◆ **Provided information**:
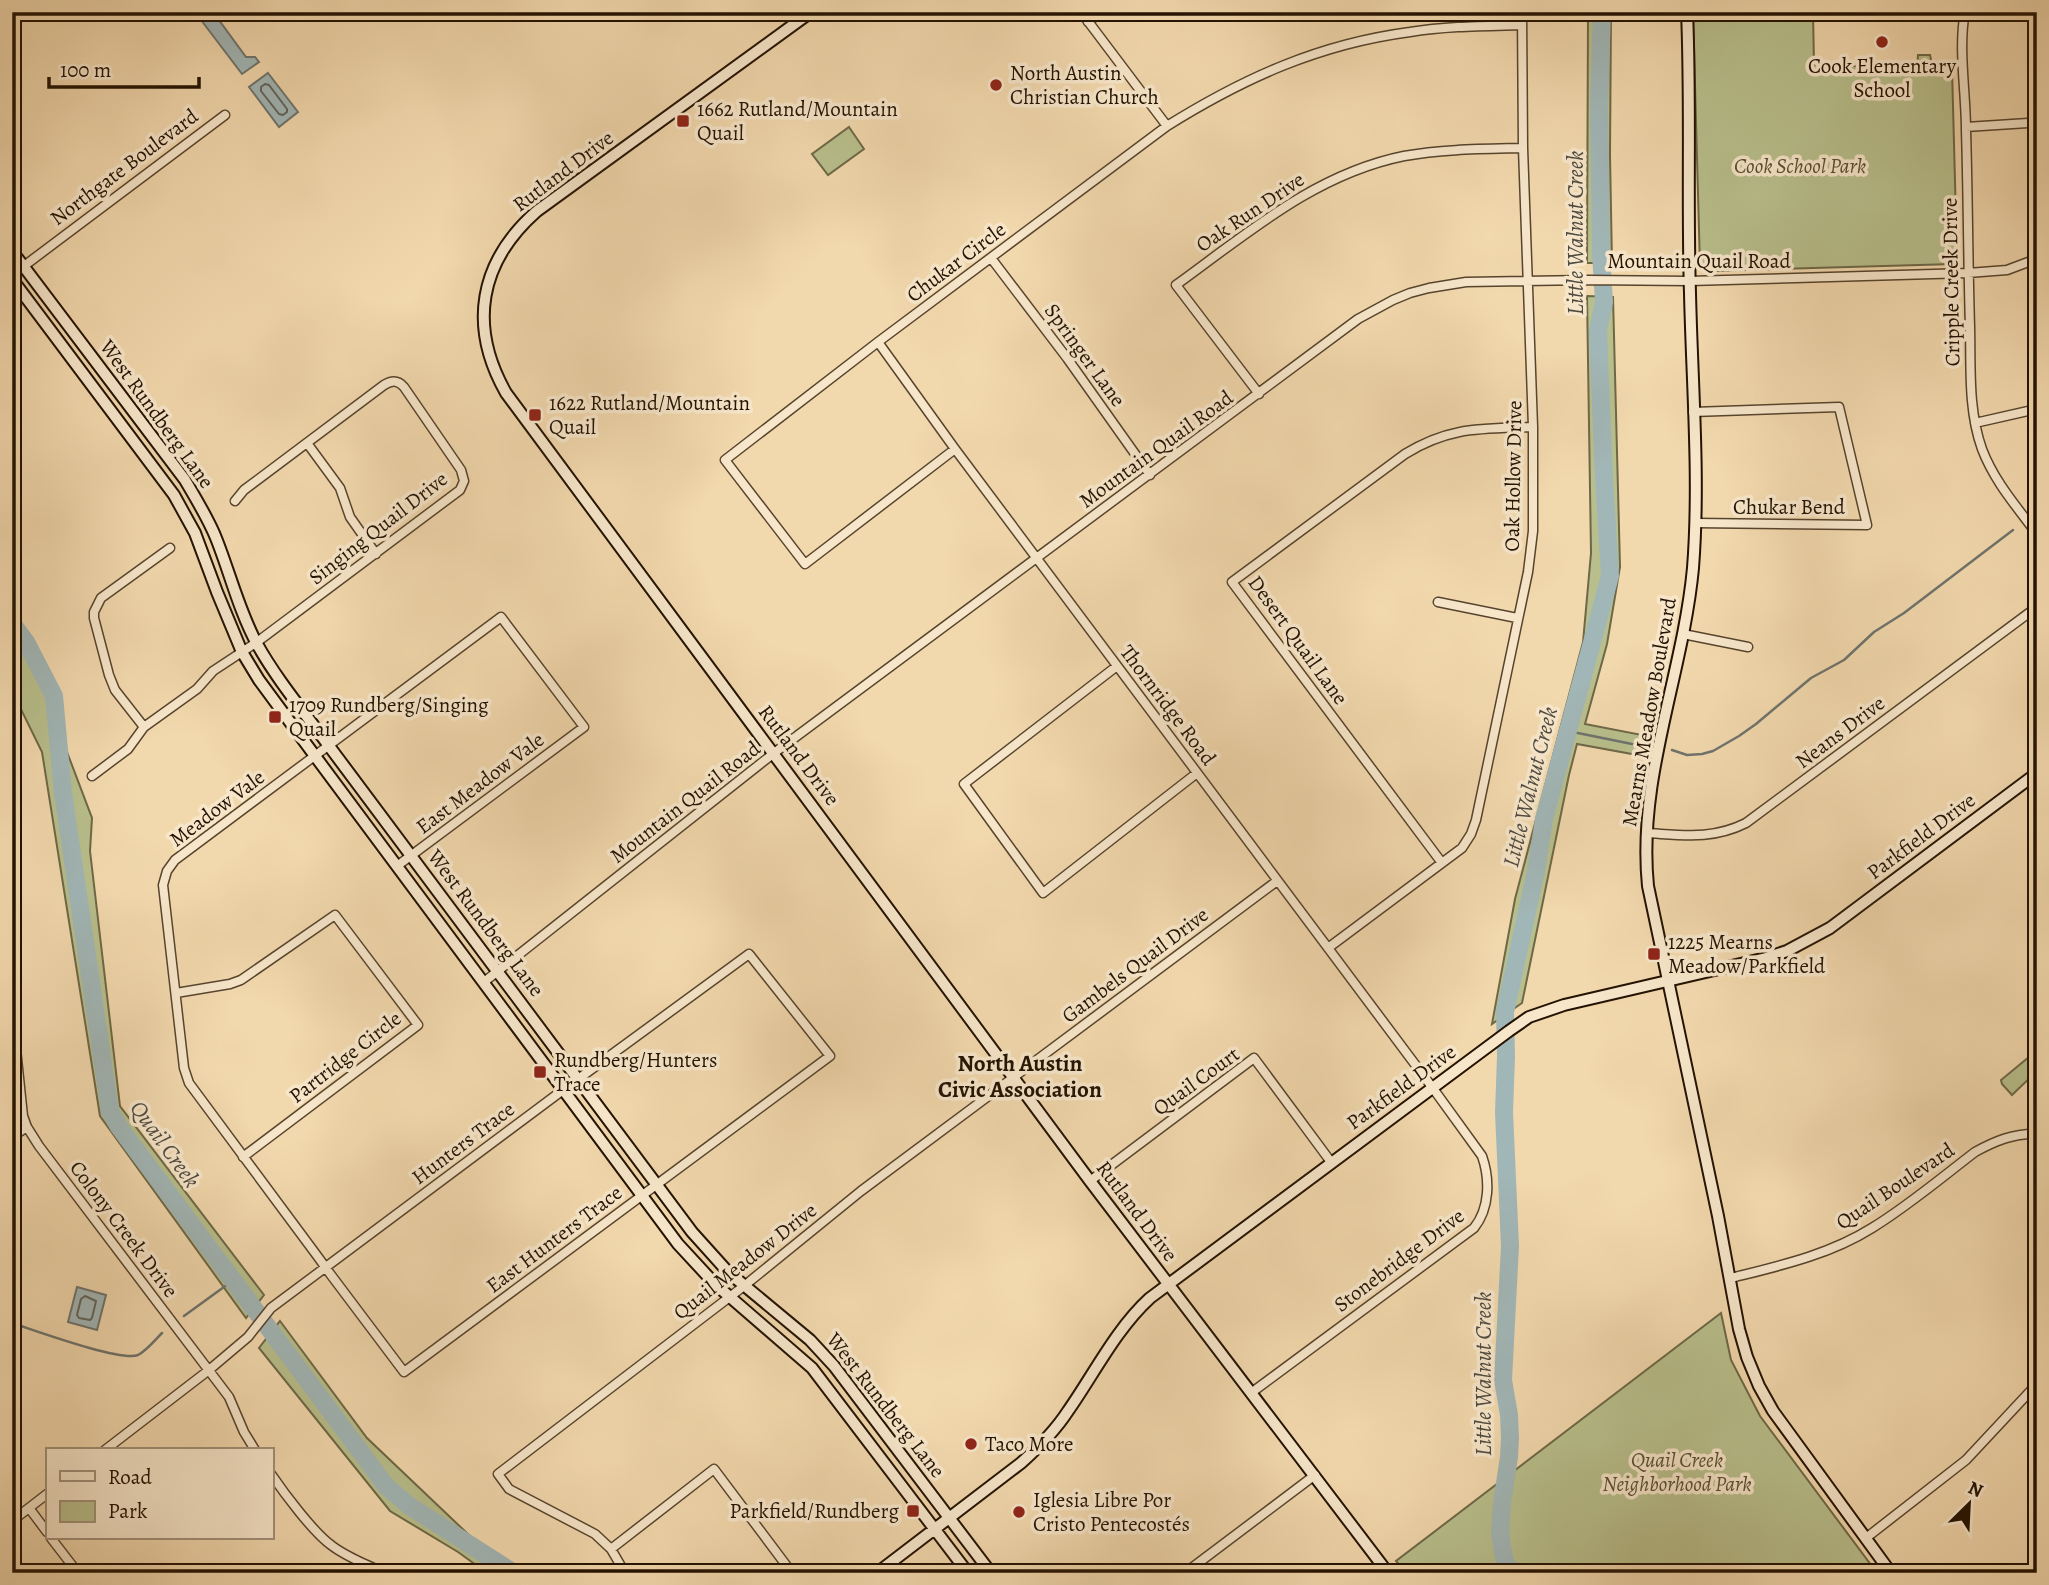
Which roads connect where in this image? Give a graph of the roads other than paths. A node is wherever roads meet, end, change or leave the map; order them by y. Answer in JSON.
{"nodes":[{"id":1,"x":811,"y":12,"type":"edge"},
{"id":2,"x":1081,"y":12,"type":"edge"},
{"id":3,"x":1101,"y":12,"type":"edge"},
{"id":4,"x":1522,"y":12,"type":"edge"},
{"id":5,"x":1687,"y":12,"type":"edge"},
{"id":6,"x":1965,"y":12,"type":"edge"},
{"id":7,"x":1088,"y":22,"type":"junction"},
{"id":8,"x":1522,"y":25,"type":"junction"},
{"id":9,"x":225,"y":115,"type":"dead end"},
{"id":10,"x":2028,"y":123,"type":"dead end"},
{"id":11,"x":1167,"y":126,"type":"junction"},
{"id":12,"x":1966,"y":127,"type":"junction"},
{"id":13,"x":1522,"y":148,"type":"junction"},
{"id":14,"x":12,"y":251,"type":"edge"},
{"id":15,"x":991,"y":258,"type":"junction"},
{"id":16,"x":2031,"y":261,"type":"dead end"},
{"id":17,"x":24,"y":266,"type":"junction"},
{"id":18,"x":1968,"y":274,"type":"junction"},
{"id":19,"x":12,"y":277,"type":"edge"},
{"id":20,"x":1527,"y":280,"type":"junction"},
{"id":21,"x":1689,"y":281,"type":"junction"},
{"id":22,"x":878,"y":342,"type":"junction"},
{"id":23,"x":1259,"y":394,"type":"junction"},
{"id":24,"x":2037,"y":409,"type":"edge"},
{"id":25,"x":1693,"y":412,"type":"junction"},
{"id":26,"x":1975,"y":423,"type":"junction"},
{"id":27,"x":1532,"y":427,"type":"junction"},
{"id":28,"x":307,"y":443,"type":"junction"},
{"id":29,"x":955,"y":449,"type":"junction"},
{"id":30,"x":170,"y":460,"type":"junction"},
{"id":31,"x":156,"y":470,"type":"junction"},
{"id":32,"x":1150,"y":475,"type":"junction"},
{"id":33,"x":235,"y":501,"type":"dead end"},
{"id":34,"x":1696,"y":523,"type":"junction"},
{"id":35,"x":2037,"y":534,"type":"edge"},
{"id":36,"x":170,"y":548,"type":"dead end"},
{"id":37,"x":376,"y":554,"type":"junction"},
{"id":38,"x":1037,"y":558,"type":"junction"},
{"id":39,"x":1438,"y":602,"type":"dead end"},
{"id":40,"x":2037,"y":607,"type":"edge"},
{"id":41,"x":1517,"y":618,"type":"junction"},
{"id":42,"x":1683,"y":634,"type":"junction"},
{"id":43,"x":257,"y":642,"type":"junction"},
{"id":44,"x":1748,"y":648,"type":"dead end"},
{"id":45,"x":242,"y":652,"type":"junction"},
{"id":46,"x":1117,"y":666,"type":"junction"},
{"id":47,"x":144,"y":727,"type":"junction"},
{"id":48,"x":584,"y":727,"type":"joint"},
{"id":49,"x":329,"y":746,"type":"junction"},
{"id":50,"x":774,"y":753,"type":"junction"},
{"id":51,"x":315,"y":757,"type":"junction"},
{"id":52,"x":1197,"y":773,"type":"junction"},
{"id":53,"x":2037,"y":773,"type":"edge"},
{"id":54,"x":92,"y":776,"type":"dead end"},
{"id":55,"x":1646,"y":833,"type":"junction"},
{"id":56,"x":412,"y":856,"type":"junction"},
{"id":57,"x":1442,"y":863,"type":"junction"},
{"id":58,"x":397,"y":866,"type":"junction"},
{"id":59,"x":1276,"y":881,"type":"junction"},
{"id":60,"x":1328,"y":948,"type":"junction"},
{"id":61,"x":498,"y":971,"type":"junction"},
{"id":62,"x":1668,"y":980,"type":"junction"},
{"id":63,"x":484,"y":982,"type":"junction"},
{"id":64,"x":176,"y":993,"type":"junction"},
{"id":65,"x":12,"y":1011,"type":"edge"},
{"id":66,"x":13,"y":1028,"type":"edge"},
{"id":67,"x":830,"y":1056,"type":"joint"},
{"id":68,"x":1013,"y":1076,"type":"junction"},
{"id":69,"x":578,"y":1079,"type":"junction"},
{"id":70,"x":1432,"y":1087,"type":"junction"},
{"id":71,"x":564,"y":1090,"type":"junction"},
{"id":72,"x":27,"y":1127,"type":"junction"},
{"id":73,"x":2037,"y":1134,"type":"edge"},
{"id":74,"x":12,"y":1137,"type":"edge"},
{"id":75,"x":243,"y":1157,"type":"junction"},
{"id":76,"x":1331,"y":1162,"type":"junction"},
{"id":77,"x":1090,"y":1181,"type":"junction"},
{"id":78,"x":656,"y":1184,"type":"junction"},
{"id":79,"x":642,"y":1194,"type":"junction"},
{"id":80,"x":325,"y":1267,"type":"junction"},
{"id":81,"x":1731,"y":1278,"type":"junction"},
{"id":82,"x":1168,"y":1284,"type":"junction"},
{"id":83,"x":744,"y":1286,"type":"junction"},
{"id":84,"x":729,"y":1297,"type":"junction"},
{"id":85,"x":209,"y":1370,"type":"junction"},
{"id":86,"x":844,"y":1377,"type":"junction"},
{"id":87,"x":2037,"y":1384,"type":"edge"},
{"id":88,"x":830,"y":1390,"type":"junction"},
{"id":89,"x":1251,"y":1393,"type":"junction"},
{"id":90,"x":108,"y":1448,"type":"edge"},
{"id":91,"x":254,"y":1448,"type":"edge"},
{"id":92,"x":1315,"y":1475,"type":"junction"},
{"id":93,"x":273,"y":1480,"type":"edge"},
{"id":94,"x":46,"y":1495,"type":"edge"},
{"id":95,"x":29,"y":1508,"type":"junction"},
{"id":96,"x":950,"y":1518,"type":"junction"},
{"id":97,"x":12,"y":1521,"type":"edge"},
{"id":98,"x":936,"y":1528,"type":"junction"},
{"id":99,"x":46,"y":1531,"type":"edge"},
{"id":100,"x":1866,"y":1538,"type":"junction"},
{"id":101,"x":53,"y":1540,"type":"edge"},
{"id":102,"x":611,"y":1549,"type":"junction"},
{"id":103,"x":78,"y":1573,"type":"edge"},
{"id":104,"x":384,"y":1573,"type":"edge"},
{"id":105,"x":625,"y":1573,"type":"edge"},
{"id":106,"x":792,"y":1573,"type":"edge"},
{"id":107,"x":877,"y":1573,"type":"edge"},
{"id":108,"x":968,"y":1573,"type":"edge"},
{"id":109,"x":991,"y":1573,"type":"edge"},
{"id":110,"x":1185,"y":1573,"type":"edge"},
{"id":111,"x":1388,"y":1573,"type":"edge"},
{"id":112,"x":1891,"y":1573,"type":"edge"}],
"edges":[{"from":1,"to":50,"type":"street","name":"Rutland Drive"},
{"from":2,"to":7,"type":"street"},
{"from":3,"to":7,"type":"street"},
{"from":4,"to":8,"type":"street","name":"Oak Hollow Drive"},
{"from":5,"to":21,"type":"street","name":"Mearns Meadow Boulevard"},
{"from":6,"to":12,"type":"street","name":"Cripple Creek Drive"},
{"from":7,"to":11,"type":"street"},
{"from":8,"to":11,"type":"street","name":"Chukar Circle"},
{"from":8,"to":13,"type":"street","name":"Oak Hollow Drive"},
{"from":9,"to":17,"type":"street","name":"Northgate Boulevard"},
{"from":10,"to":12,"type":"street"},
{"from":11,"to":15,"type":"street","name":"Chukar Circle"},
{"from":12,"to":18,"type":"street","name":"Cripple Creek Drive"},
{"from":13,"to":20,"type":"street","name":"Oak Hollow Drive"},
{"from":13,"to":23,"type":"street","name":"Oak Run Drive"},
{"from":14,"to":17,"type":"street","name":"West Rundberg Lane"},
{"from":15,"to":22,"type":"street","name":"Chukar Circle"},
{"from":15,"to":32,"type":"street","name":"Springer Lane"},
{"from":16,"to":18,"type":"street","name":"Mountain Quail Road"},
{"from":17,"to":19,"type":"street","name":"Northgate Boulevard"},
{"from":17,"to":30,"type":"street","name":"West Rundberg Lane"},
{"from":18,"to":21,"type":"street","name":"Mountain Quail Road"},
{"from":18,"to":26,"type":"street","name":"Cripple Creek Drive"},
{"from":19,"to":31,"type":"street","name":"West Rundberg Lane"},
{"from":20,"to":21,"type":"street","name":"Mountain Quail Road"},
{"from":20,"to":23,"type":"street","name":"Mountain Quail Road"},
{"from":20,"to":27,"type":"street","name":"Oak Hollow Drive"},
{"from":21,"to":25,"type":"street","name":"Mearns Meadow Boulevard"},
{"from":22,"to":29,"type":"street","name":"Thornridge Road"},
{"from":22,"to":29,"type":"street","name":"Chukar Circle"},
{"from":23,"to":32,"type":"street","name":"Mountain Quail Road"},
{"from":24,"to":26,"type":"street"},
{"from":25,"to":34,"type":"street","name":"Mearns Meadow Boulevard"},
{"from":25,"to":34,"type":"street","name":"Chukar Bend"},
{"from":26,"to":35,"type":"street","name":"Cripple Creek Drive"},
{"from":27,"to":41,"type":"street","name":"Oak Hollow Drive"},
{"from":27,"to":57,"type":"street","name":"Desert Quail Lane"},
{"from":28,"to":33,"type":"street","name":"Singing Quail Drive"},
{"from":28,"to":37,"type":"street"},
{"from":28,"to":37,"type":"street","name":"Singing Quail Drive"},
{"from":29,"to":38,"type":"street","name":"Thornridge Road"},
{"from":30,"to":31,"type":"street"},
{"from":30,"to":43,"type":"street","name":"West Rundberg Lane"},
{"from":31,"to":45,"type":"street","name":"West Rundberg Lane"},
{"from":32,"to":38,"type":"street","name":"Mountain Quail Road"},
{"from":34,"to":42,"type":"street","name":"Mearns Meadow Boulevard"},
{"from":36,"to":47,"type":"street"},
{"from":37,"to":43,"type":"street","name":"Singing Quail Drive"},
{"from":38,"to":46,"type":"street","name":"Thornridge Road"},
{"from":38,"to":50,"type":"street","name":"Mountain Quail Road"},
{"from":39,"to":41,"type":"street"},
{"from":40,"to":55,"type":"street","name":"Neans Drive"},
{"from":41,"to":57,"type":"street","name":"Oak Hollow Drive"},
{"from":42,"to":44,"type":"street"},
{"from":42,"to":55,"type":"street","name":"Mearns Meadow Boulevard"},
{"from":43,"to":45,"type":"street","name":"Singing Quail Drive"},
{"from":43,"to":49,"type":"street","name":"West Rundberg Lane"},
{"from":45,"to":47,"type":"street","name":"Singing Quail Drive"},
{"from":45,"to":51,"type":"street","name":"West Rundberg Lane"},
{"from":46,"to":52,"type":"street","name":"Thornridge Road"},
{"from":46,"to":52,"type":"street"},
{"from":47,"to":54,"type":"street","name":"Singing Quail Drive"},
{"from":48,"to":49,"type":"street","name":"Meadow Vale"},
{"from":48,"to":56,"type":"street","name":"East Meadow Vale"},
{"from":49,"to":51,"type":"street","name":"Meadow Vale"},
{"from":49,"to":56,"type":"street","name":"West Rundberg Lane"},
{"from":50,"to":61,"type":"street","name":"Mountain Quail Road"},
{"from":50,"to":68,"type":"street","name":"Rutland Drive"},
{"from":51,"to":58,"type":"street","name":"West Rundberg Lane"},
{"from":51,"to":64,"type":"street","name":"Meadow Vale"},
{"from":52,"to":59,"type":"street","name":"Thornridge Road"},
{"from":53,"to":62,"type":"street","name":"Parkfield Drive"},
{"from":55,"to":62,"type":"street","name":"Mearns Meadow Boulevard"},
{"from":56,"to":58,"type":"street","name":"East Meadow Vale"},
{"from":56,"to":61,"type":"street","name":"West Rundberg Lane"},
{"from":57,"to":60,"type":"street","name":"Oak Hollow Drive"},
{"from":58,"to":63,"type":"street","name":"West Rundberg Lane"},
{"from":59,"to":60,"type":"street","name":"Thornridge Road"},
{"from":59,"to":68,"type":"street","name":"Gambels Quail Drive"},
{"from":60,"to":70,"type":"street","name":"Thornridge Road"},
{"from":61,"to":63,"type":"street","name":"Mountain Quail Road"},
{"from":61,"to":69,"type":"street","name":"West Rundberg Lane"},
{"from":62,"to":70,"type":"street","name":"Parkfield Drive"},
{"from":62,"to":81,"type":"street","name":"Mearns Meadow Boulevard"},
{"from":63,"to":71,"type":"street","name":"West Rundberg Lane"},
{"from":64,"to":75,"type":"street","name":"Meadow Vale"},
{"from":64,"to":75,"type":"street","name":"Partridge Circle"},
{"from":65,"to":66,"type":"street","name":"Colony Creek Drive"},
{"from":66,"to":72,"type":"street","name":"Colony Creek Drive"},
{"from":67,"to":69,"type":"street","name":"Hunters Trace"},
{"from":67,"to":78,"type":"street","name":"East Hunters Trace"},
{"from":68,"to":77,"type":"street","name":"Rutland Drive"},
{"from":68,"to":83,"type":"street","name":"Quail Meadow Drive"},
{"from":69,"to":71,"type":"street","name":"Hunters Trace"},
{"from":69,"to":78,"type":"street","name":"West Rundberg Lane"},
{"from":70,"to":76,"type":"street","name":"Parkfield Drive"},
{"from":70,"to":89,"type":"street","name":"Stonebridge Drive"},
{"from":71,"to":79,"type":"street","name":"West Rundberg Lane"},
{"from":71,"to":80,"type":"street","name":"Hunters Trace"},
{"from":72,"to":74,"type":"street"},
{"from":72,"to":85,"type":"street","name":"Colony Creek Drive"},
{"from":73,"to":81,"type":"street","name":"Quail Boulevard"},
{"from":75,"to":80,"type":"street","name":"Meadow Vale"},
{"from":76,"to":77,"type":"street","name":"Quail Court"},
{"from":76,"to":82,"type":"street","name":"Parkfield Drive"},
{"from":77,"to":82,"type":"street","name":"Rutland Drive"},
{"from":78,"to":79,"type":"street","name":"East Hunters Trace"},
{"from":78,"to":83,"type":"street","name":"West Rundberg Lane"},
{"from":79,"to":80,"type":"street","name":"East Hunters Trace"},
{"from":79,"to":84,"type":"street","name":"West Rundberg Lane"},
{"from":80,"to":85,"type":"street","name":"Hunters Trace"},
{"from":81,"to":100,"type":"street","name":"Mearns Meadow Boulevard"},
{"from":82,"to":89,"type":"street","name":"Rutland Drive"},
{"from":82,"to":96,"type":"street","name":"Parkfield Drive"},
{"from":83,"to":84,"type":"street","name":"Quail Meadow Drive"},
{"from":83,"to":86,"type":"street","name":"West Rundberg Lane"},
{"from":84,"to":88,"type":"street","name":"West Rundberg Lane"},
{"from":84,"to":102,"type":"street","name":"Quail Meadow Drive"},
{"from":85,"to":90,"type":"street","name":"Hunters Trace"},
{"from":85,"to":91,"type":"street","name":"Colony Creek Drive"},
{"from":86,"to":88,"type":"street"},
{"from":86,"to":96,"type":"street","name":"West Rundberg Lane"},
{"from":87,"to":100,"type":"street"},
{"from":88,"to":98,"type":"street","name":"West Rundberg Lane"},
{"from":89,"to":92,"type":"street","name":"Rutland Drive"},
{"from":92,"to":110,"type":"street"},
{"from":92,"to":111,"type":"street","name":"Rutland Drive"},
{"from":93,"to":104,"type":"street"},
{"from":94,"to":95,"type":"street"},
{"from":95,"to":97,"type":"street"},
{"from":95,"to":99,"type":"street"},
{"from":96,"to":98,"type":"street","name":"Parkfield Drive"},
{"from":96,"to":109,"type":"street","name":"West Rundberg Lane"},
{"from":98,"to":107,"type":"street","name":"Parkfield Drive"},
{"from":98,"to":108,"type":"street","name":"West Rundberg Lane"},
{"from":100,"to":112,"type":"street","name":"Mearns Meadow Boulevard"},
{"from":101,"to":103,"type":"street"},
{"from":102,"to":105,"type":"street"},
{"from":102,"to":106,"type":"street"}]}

◆ **What you are asked to do**:
Going through the entries above, report how many lines include the string "East". The number alone is the answer.

◆ **Answer for the task**:
5